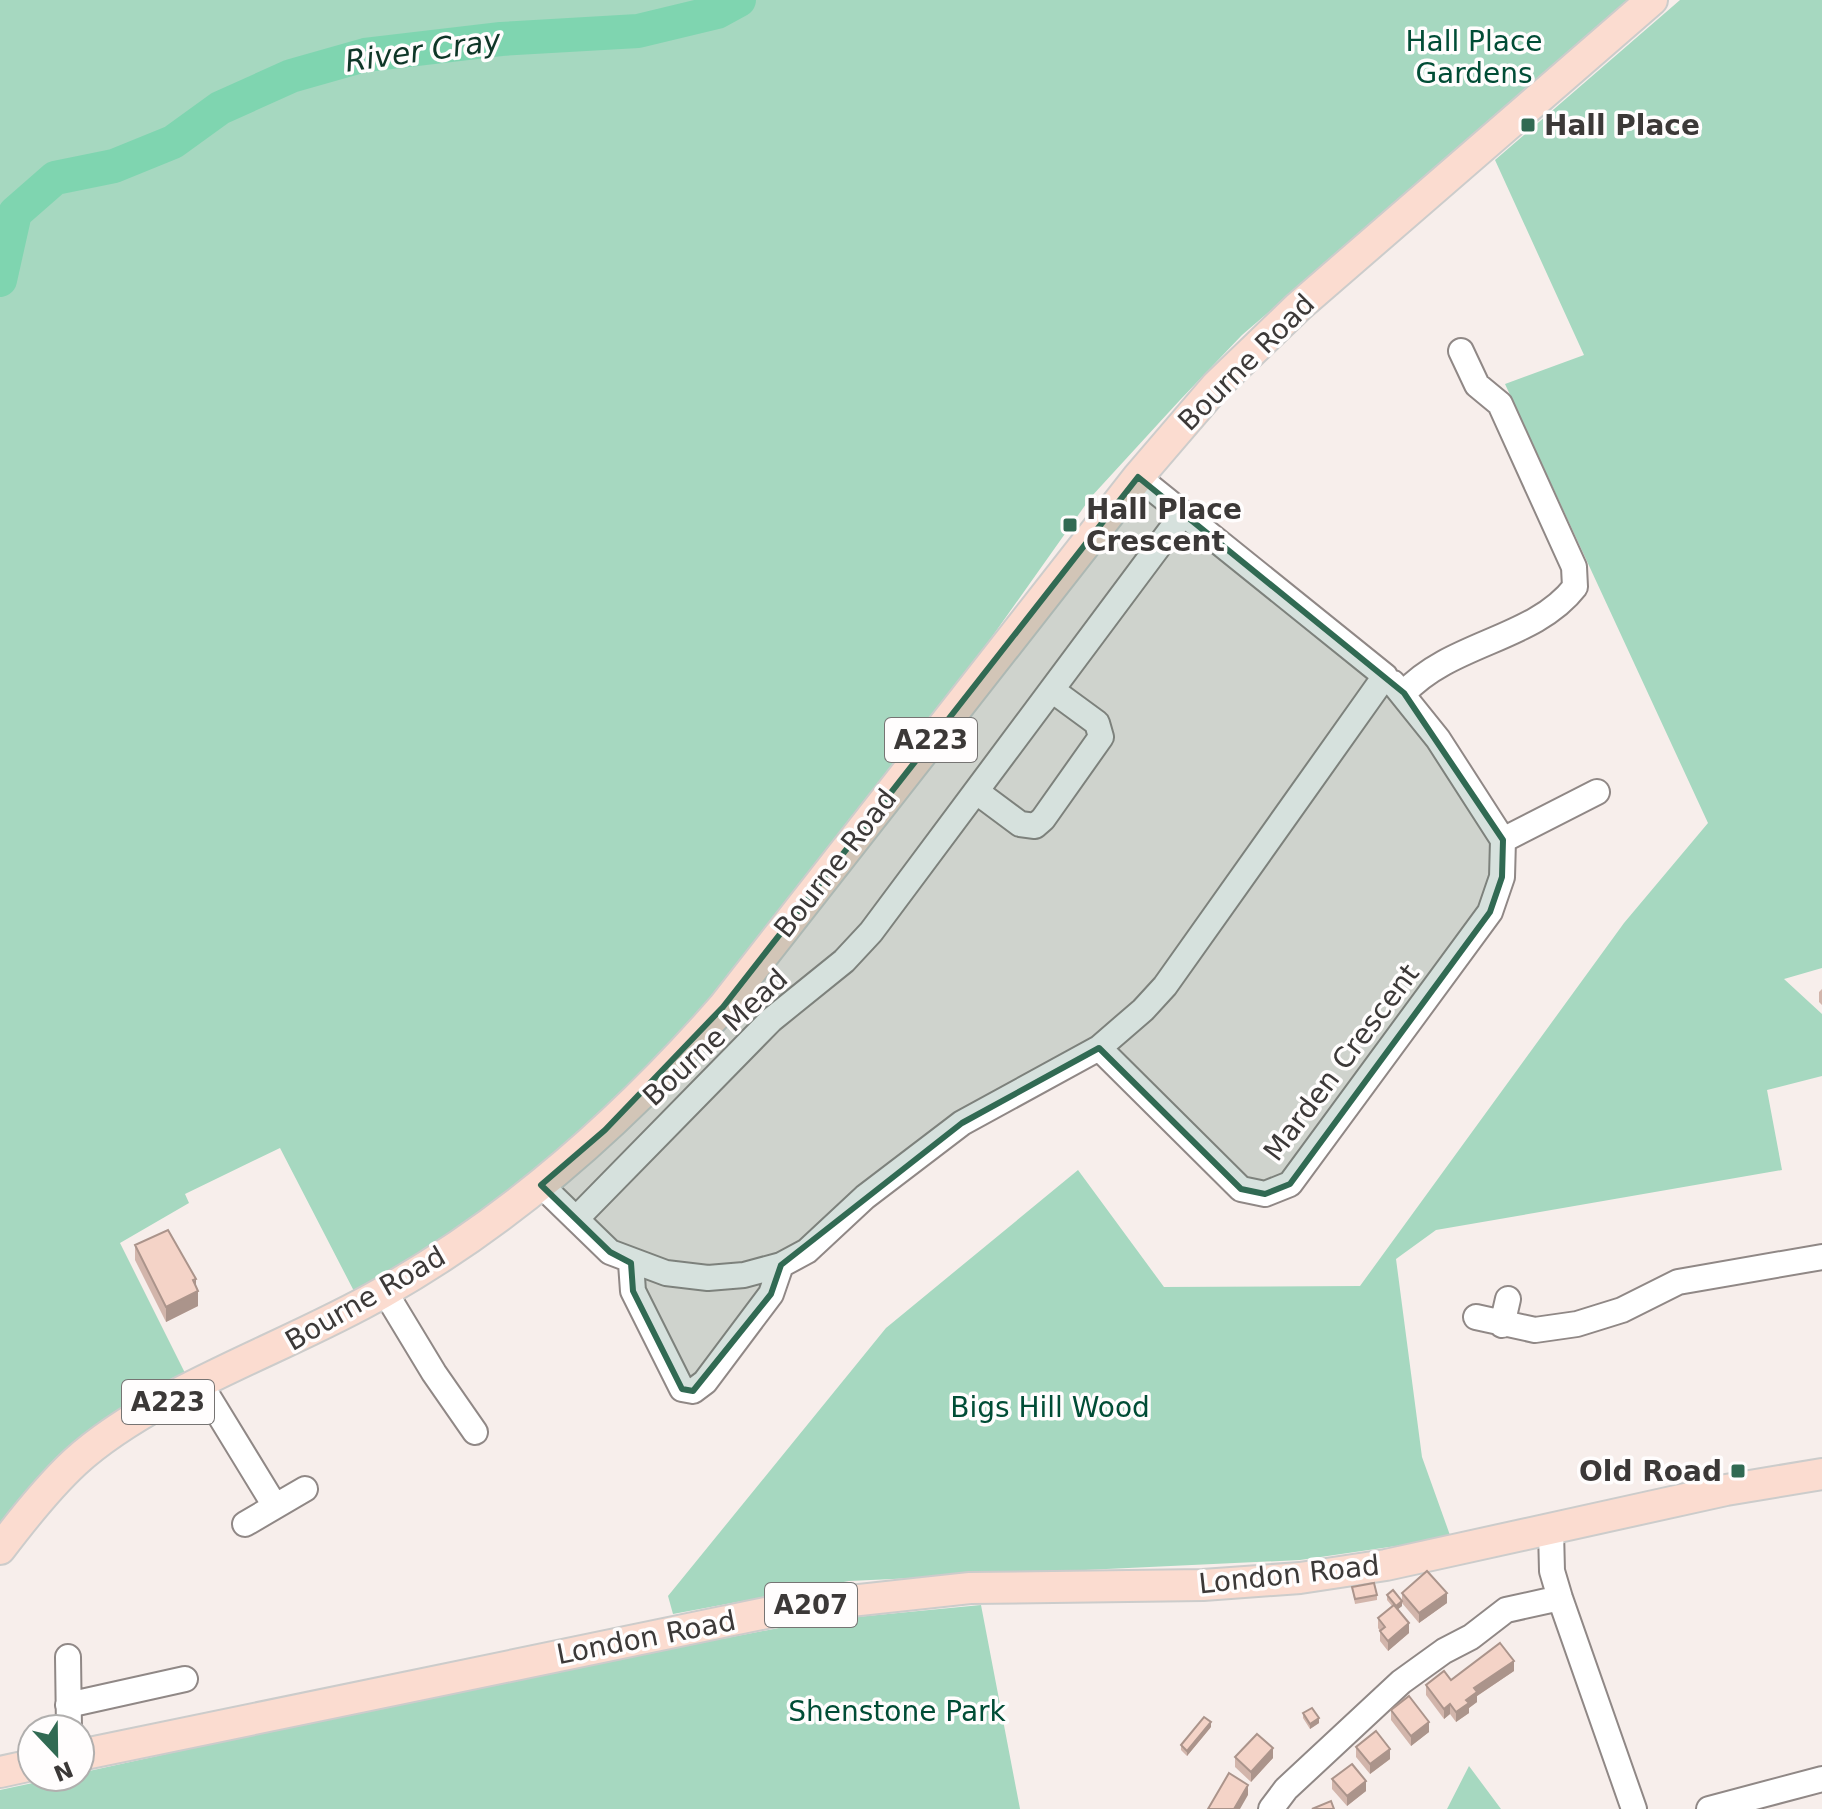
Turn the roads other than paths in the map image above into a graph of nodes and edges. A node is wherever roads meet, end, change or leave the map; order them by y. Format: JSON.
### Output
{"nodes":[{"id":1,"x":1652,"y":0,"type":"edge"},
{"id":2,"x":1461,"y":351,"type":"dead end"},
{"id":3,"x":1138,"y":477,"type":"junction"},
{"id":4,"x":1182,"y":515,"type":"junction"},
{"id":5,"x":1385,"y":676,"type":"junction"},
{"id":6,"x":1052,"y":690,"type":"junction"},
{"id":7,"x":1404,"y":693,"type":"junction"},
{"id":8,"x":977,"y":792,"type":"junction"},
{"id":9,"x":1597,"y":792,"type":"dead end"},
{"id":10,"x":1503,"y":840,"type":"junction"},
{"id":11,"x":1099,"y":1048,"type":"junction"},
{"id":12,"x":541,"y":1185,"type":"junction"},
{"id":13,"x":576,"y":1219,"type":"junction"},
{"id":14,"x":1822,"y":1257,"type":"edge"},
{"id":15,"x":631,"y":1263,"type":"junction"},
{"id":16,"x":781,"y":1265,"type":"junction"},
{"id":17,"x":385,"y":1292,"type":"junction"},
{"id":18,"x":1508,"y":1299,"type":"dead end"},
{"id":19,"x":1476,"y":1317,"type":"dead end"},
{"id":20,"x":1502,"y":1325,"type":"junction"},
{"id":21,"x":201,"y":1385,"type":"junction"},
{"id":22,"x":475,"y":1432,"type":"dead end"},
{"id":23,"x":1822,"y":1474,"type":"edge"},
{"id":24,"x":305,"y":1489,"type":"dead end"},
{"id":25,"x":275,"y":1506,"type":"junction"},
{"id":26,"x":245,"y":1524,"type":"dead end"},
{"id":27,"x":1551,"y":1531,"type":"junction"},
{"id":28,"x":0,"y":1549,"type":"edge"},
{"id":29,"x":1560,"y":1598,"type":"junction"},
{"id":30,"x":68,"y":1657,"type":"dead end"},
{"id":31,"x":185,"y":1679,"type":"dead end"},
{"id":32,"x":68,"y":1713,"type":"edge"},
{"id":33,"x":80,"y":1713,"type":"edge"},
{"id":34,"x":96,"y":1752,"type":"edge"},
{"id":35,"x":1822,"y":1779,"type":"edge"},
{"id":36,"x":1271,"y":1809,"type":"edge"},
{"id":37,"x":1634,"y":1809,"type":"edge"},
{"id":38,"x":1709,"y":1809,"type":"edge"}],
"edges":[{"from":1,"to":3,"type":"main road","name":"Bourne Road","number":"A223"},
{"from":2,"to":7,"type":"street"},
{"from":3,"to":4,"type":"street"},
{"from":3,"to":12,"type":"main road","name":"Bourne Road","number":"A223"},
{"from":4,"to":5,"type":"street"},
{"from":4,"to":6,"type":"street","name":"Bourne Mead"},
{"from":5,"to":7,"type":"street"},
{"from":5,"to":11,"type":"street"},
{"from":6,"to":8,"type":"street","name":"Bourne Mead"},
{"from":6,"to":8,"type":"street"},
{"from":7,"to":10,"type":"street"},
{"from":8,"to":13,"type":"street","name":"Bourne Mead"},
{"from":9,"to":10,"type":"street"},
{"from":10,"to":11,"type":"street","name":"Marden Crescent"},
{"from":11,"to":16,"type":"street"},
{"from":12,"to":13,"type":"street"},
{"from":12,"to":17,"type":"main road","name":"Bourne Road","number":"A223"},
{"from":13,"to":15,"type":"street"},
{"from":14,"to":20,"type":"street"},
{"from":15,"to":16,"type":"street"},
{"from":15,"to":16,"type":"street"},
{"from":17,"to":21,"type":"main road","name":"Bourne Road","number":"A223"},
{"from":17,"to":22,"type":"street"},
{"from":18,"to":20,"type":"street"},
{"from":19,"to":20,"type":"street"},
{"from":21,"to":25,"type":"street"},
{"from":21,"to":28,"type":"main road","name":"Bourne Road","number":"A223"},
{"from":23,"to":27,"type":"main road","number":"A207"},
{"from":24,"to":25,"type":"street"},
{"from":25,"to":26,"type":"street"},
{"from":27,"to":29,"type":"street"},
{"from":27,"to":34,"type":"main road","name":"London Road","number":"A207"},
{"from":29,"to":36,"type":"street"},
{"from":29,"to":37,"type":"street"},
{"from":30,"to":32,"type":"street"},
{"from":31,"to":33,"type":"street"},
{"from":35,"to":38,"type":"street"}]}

*Activity:* The listing above is to be retyped exactly, with all pictures left out.

*Solution to this task:*
Turn the roads other than paths in the map image above into a graph of nodes and edges. A node is wherever roads meet, end, change or leave the map; order them by y. Format: JSON.
### Output
{"nodes":[{"id":1,"x":1652,"y":0,"type":"edge"},
{"id":2,"x":1461,"y":351,"type":"dead end"},
{"id":3,"x":1138,"y":477,"type":"junction"},
{"id":4,"x":1182,"y":515,"type":"junction"},
{"id":5,"x":1385,"y":676,"type":"junction"},
{"id":6,"x":1052,"y":690,"type":"junction"},
{"id":7,"x":1404,"y":693,"type":"junction"},
{"id":8,"x":977,"y":792,"type":"junction"},
{"id":9,"x":1597,"y":792,"type":"dead end"},
{"id":10,"x":1503,"y":840,"type":"junction"},
{"id":11,"x":1099,"y":1048,"type":"junction"},
{"id":12,"x":541,"y":1185,"type":"junction"},
{"id":13,"x":576,"y":1219,"type":"junction"},
{"id":14,"x":1822,"y":1257,"type":"edge"},
{"id":15,"x":631,"y":1263,"type":"junction"},
{"id":16,"x":781,"y":1265,"type":"junction"},
{"id":17,"x":385,"y":1292,"type":"junction"},
{"id":18,"x":1508,"y":1299,"type":"dead end"},
{"id":19,"x":1476,"y":1317,"type":"dead end"},
{"id":20,"x":1502,"y":1325,"type":"junction"},
{"id":21,"x":201,"y":1385,"type":"junction"},
{"id":22,"x":475,"y":1432,"type":"dead end"},
{"id":23,"x":1822,"y":1474,"type":"edge"},
{"id":24,"x":305,"y":1489,"type":"dead end"},
{"id":25,"x":275,"y":1506,"type":"junction"},
{"id":26,"x":245,"y":1524,"type":"dead end"},
{"id":27,"x":1551,"y":1531,"type":"junction"},
{"id":28,"x":0,"y":1549,"type":"edge"},
{"id":29,"x":1560,"y":1598,"type":"junction"},
{"id":30,"x":68,"y":1657,"type":"dead end"},
{"id":31,"x":185,"y":1679,"type":"dead end"},
{"id":32,"x":68,"y":1713,"type":"edge"},
{"id":33,"x":80,"y":1713,"type":"edge"},
{"id":34,"x":96,"y":1752,"type":"edge"},
{"id":35,"x":1822,"y":1779,"type":"edge"},
{"id":36,"x":1271,"y":1809,"type":"edge"},
{"id":37,"x":1634,"y":1809,"type":"edge"},
{"id":38,"x":1709,"y":1809,"type":"edge"}],
"edges":[{"from":1,"to":3,"type":"main road","name":"Bourne Road","number":"A223"},
{"from":2,"to":7,"type":"street"},
{"from":3,"to":4,"type":"street"},
{"from":3,"to":12,"type":"main road","name":"Bourne Road","number":"A223"},
{"from":4,"to":5,"type":"street"},
{"from":4,"to":6,"type":"street","name":"Bourne Mead"},
{"from":5,"to":7,"type":"street"},
{"from":5,"to":11,"type":"street"},
{"from":6,"to":8,"type":"street","name":"Bourne Mead"},
{"from":6,"to":8,"type":"street"},
{"from":7,"to":10,"type":"street"},
{"from":8,"to":13,"type":"street","name":"Bourne Mead"},
{"from":9,"to":10,"type":"street"},
{"from":10,"to":11,"type":"street","name":"Marden Crescent"},
{"from":11,"to":16,"type":"street"},
{"from":12,"to":13,"type":"street"},
{"from":12,"to":17,"type":"main road","name":"Bourne Road","number":"A223"},
{"from":13,"to":15,"type":"street"},
{"from":14,"to":20,"type":"street"},
{"from":15,"to":16,"type":"street"},
{"from":15,"to":16,"type":"street"},
{"from":17,"to":21,"type":"main road","name":"Bourne Road","number":"A223"},
{"from":17,"to":22,"type":"street"},
{"from":18,"to":20,"type":"street"},
{"from":19,"to":20,"type":"street"},
{"from":21,"to":25,"type":"street"},
{"from":21,"to":28,"type":"main road","name":"Bourne Road","number":"A223"},
{"from":23,"to":27,"type":"main road","number":"A207"},
{"from":24,"to":25,"type":"street"},
{"from":25,"to":26,"type":"street"},
{"from":27,"to":29,"type":"street"},
{"from":27,"to":34,"type":"main road","name":"London Road","number":"A207"},
{"from":29,"to":36,"type":"street"},
{"from":29,"to":37,"type":"street"},
{"from":30,"to":32,"type":"street"},
{"from":31,"to":33,"type":"street"},
{"from":35,"to":38,"type":"street"}]}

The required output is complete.